Joseph recalled the last big tipping point in HPC, when X86 processors became powerful enough to be suitable for server workloads. In a matter of a few years, from 2002 to 2005, they came to dominate the HPC market. Perhaps more importantly, the introduction of the X86 server also coincided with explosive growth in high performance computing. “The market almost tripled,” noted Joseph.

Of course, that was mainly due to the fact these commodity chips significantly reduced the cost of the servers compared to the more customized hardware that preceded it. For HPC to experience a similar phenomenon with Arm would require a similar improvement in price-performance and thus far that has not been evident.

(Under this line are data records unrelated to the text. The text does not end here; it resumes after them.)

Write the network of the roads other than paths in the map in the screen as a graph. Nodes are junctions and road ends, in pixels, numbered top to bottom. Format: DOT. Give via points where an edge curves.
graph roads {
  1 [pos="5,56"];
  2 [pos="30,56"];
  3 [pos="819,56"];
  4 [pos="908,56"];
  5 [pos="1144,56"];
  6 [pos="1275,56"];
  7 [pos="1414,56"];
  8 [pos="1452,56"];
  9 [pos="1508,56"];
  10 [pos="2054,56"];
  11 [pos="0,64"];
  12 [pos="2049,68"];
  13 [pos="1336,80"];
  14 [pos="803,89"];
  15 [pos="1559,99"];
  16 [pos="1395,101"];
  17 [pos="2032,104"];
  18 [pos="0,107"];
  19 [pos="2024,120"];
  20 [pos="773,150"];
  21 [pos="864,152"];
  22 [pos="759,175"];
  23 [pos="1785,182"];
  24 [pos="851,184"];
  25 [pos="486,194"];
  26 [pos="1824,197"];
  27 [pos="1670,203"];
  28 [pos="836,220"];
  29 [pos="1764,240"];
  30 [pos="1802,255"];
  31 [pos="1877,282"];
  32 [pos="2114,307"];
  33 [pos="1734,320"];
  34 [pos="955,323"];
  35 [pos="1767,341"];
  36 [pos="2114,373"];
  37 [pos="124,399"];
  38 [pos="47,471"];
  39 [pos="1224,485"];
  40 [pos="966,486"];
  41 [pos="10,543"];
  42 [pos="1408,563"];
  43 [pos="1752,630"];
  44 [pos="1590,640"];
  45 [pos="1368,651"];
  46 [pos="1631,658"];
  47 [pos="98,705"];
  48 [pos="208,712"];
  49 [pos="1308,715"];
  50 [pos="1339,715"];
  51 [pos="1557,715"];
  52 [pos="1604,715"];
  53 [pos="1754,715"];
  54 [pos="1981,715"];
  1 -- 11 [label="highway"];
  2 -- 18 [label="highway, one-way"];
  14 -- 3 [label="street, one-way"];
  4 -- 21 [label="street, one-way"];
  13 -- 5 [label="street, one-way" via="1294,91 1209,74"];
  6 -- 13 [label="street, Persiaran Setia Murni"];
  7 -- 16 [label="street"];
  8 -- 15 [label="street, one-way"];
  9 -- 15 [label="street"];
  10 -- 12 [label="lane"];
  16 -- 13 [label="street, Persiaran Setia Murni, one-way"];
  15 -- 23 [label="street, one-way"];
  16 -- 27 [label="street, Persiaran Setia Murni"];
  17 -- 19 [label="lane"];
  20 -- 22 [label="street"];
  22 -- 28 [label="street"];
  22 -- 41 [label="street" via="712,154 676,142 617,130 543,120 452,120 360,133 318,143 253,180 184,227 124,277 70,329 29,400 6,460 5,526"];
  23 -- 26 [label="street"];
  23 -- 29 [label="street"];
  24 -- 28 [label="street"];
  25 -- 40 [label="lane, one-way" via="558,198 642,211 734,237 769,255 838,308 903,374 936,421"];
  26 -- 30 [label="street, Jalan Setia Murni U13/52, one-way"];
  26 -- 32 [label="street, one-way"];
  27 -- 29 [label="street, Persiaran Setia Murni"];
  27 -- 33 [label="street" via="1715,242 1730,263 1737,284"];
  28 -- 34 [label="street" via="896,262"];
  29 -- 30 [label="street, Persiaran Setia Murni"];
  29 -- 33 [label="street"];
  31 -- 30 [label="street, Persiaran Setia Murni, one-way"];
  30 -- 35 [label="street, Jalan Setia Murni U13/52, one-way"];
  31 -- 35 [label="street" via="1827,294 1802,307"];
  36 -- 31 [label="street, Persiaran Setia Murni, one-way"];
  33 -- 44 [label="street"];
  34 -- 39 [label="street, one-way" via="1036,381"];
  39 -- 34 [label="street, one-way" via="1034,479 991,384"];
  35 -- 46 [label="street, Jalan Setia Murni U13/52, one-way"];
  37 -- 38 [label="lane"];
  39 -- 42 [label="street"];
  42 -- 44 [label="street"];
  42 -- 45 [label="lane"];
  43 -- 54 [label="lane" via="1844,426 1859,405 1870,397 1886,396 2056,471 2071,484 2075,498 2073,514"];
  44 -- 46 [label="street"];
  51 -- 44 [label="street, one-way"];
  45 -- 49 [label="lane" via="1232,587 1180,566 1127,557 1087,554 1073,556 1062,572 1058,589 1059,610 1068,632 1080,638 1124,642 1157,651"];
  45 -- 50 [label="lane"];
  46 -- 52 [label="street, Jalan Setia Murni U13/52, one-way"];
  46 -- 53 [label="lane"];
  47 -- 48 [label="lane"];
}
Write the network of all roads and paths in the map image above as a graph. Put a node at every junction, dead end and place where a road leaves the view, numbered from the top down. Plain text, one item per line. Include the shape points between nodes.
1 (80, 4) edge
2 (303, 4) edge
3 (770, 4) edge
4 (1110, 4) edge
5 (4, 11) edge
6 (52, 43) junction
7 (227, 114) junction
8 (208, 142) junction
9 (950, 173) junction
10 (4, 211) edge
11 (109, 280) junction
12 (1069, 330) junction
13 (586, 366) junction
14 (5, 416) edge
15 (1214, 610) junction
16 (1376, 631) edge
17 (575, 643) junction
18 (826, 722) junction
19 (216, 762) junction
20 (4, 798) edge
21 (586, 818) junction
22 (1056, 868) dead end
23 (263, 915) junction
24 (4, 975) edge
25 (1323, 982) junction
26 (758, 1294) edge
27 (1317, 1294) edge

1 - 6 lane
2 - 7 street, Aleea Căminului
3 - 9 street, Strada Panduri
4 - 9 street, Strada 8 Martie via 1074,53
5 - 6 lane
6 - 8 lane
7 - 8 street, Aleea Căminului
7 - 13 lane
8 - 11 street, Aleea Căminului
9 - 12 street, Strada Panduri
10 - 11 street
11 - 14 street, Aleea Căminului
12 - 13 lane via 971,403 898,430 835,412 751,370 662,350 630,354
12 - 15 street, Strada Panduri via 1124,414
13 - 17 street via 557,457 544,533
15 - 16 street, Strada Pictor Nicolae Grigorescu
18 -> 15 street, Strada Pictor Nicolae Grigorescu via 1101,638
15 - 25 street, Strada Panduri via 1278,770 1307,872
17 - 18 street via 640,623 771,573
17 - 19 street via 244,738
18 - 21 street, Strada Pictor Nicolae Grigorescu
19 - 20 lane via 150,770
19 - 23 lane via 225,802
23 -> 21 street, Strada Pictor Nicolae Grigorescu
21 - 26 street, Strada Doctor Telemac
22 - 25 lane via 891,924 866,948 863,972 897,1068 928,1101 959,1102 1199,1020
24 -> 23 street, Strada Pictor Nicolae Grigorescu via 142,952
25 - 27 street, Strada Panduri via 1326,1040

Another high growth area, and one that appear to be more clearly additive to the market, is the subset of HPC applied to artificial intelligence. From 2018 to 2023, Hyperion forecasts AI server spending will grow at a 29.5 percent CAGR – even more than the 15.4 percent CAGR that the high performance data analytics (HPDA) segment to which it belongs. Overall, HPC server spending is expected to grow at just 7.8 percent.

Nevertheless, Hyperion believes we’re still at the beginning of AI as far as capability goes. Today, most of these applications deal with bounded problems, like image or voice recognition and driving assistance. In the future, they expect to see applications addressing unbounded problems, such as discerning human behavior and performing fully automated driving.

They are also seeing that the emphasis is shifting from the training side of AI to the inference side. That is certainly borne out by the market dynamics of the space, with AI market research specialists like Tractica predicting that inference spending will be 3.5 times that of training over the next several years. Much of that inference deployment is expected to occur in edge computing environments.

From Hyperion’s perspective, most the of economically important use cases for AI will involve coupled environments in areas like automated driving and healthcare delivery. In these areas, decision-making will be performed by linking up endpoints like cars and medical devices with private clouds.

The other area that is taking off is HPC in the cloud. Hyperion is already seeing significant revenue growth in the first half of 2019 and thinks we are now at an inflection point for a major expansion.  There’s a lot of ground to cover about how and why this is occurring – too much to detail here. We will be covering Hyperion’s analysis and forecast of this phenomenon in a future article.